Check all of the following before presenting the packet:

  • Every statement matches the confirmed facts and contains no fabricated detail.
  • [UNCONFIRMED] flags appear wherever a fact is not yet established.
  • Every statement carries a specific next-update time, not "soon" or "shortly".
  • The Q&A briefing has approved language for every required topic, including the unknowns.
  • The notification timeline includes every regulatory-triggered audience.
  • The red-flag report lists every flagged phrase with a replacement.
  • A LEGAL REVIEW REQUIRED line appears on every channel statement.
  • No PII or victim identity appears anywhere in the packet.

Output Format

# Crisis Comms Holding Statement Packet
**Incident:** [type]
**Detected:** [timestamp]
**Stakeholders:** [list]
**Legal posture:** [active investigation / litigation hold / none / etc.]
**Prepared:** [today's timestamp]

> LEGAL REVIEW REQUIRED before any external release.

---

## Incident Summary

**Confirmed facts:** [bulleted]
**Unknowns:** [bulleted, each marked [UNCONFIRMED]]
**Regulatory triggers:** [list with deadlines]

---

## Statement A — Internal (Employees)

[Draft, 80–150 words]

---

## Statement B — Customer (Email / Status Page)

[Draft, 100–180 words]

---

## Statement C — Press

[Draft, 100–150 words]

---

## Statement D — Social

**Post 1:** [<=280 chars]
**Post 2:** [optional]
**Post 3:** [optional]

---

## Spokesperson Q&A Briefing

### Q1: [Tough question]
**Approved response:** [1–3 sentences]
**Rationale:** [why this wording]
**Do not say:** [forbidden phrases]

[Repeat for 8–12 questions]

---

## Stakeholder Notification Timeline

| Time | Audience | Channel | Owner | Approval gate |
| --- | --- | --- | --- | --- |

---

## Red-Flag Claims Report

| Statement | Flagged phrase | Red-flag # | Replacement |
| --- | --- | --- | --- |

If empty: "No red-flag violations detected. Legal review still required."

---

## Sign-Off Checklist

- [ ] Legal counsel reviewed every channel statement
- [ ] Executive sponsor approved customer + press statements
- [ ] Regulator notification timing confirmed
- [ ] Spokesperson briefed and rehearsed
- [ ] Status page and support team prepared for inbound volume
- [ ] Internal team notified before external release
- [ ] Translation prepared if multi-region
- [ ] Follow-up update scheduled at [T+Xh]

Key Rules

  • Never invent an incident fact. Victim counts, root cause, regulator names, restoration time, and third-party involvement come only from the user. Unknowns are flagged [UNCONFIRMED].
  • Never admit liability or attribute cause prematurely. This is the highest-stakes red flag; every draft is reviewed against the checklist before output.
  • Every statement carries a specific next-update time.

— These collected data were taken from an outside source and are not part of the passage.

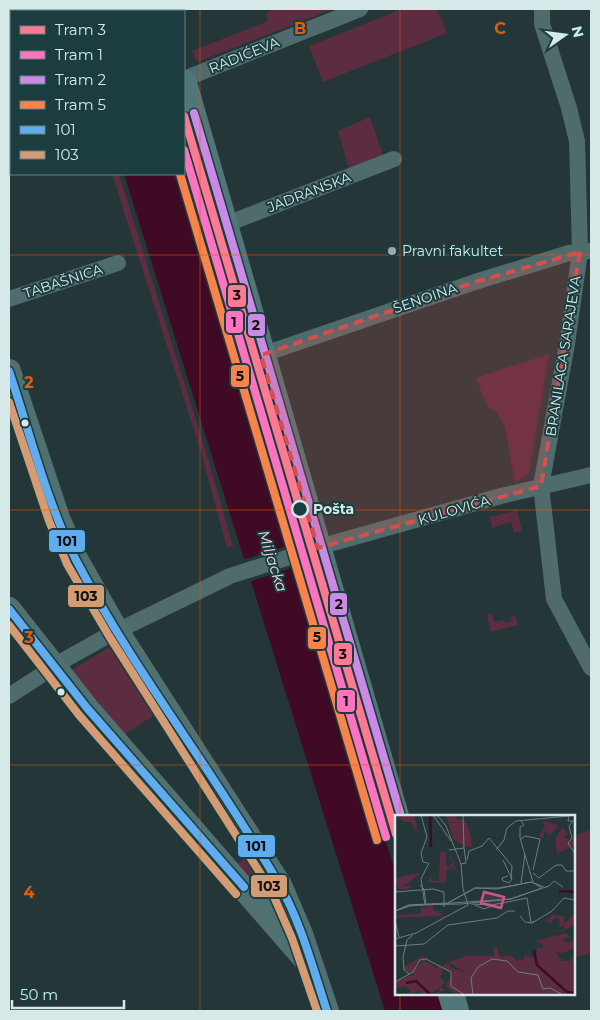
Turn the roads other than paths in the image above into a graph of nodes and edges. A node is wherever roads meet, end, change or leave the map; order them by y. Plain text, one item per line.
1 (360, 9) edge
2 (542, 9) edge
3 (185, 81) edge
4 (185, 85) edge
5 (394, 159) dead end
6 (224, 224) junction
7 (586, 251) edge
8 (118, 263) dead end
9 (9, 299) edge
10 (261, 355) junction
11 (9, 371) edge
12 (591, 475) edge
13 (541, 486) junction
14 (309, 550) junction
15 (9, 609) edge
16 (117, 631) junction
17 (52, 667) junction
18 (591, 668) edge
19 (9, 696) edge
20 (396, 815) edge
21 (311, 965) junction
22 (451, 995) edge
23 (327, 1011) edge
24 (456, 1011) edge

1 - 3 street, RADIĆEVA
2 - 7 street, BRANILACA SARAJEVA
4 - 6 main road
5 - 6 street, JADRANSKA
6 - 10 main road
7 - 10 street, ŠENOINA
7 - 13 street, BRANILACA SARAJEVA
8 - 9 street, TABAŠNICA
10 - 14 main road
11 - 16 main road
12 - 13 street, KULOVIĆA
13 - 14 street, KULOVIĆA
13 - 18 street, BRANILACA SARAJEVA
14 - 16 street, KULOVIĆA
14 - 20 main road
15 - 17 main road
16 - 17 street, KULOVIĆA
16 - 21 main road
17 - 19 street, KULOVIĆA
17 - 21 main road
21 - 23 main road
22 - 24 main road

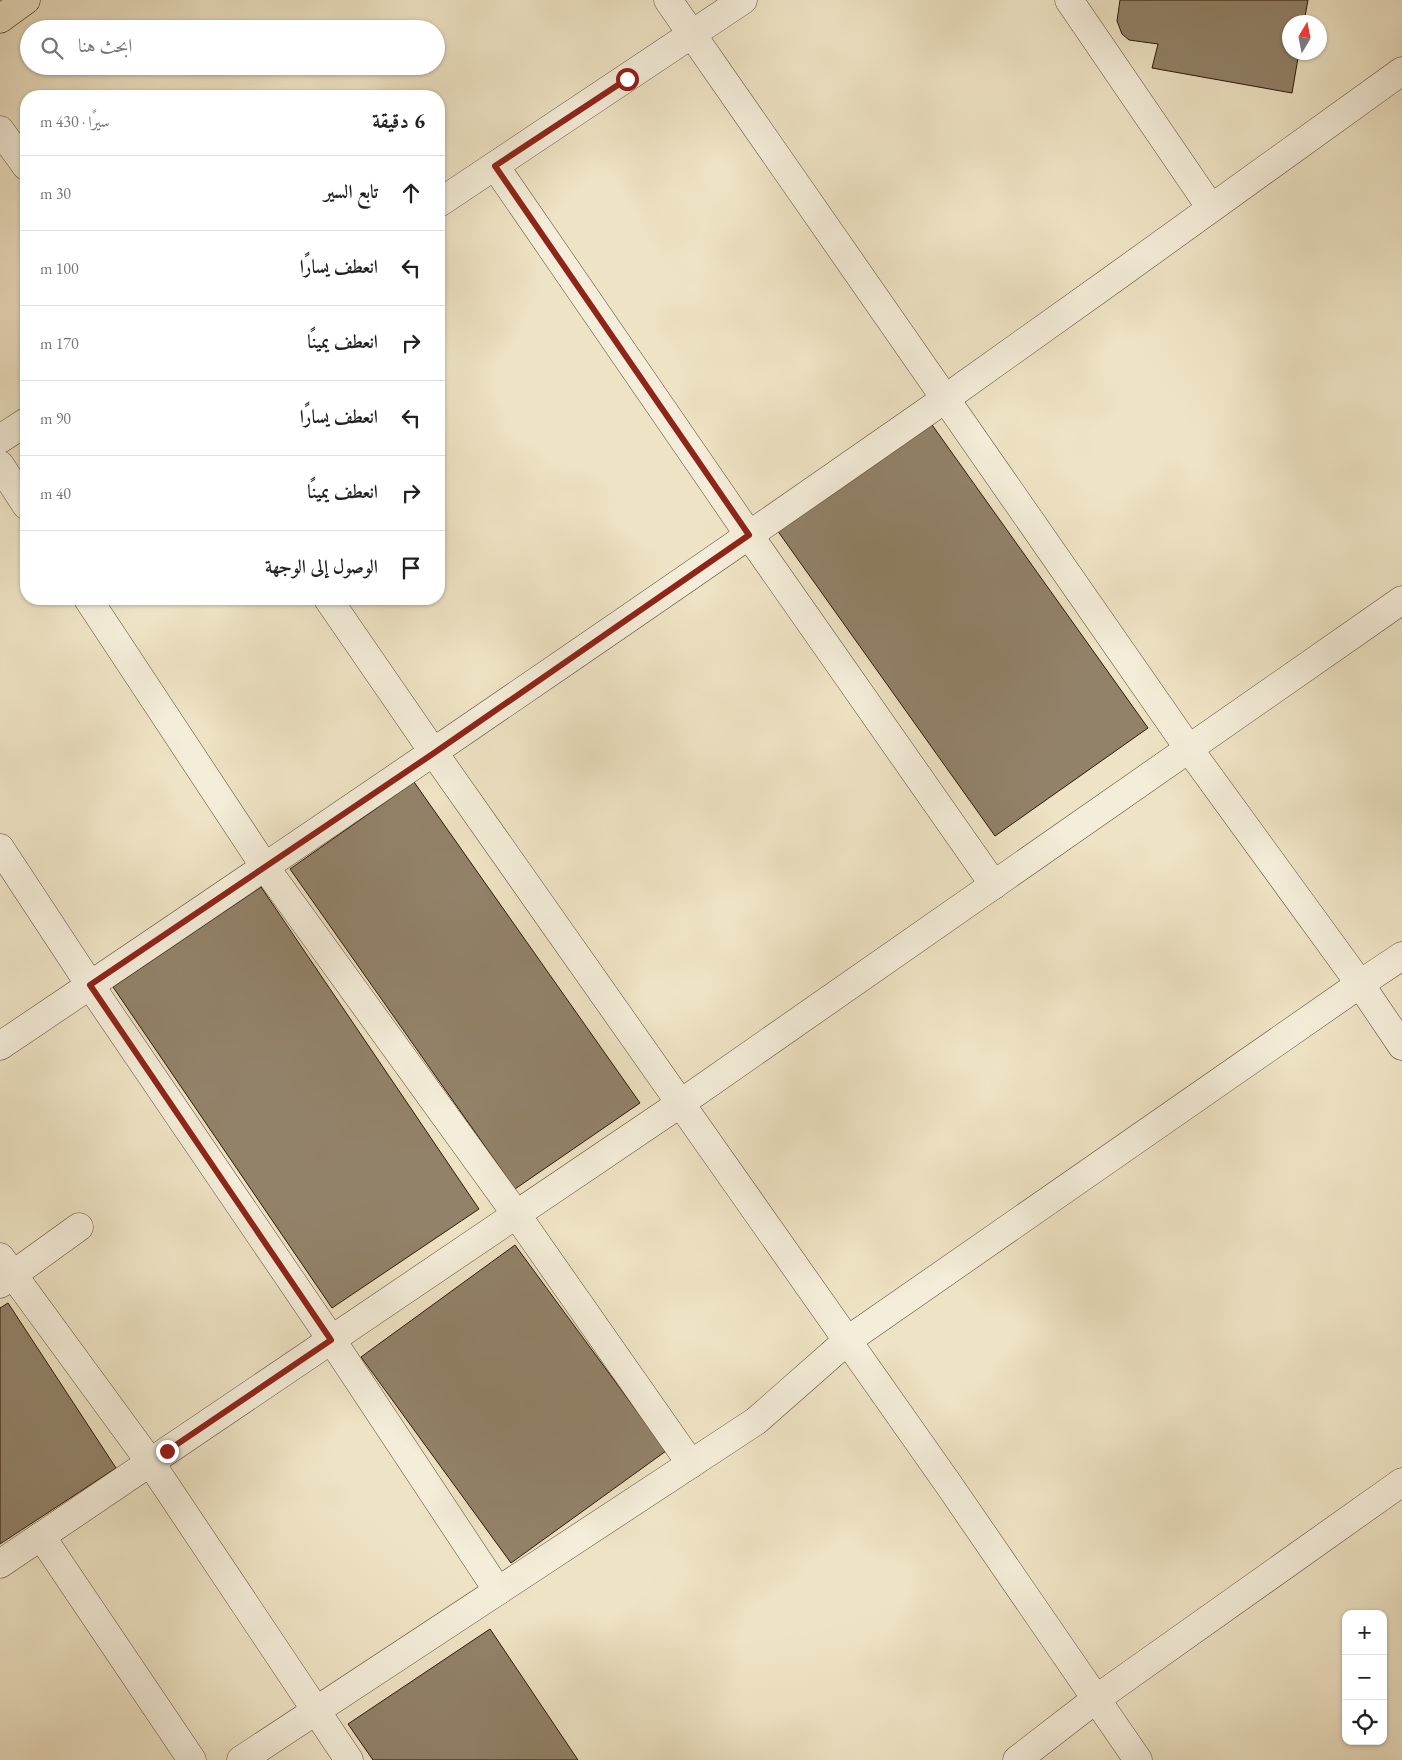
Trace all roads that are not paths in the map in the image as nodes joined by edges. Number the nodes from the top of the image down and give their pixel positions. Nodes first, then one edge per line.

No "soon", "shortly", or "in due course".
  • No PII in any output. Victim identities, account IDs, and personally identifiable information shared in the session must not appear in any statement, example, tool call, or external search.
  • LEGAL REVIEW REQUIRED is non-removable. Every external statement must surface this banner until the user confirms legal sign-off.
  • One question at a time during intake. Crisis intake is high-stress; do not present a long form.
  • Match tone across channels. Internal, customer, press, and social statements must be consistent on every confirmed fact. Contradiction between channels is a top-three red flag.
  • Regulatory deadlines override defaults. If a regulator-mandated deadline (GDPR 72h, SEC 4 business days, FDA recall classification, state breach law) is shorter than the default timeline, surface and prioritize it.
  • Do not draft for executives directly speaking to the press without rehearsal. The Q&A briefing is for spokesperson preparation; flag if no rehearsal time is on the timeline.
  • The skill does not replace legal counsel. All output is a draft for legal and executive review.

Feedback

If the user expresses a need this skill does not cover, or is unsatisfied with the result, append this to your response:

"This skill may not fully cover your situation. Suggestions for improvement are welcome — open an issue or PR."

Do not include this message in normal interactions.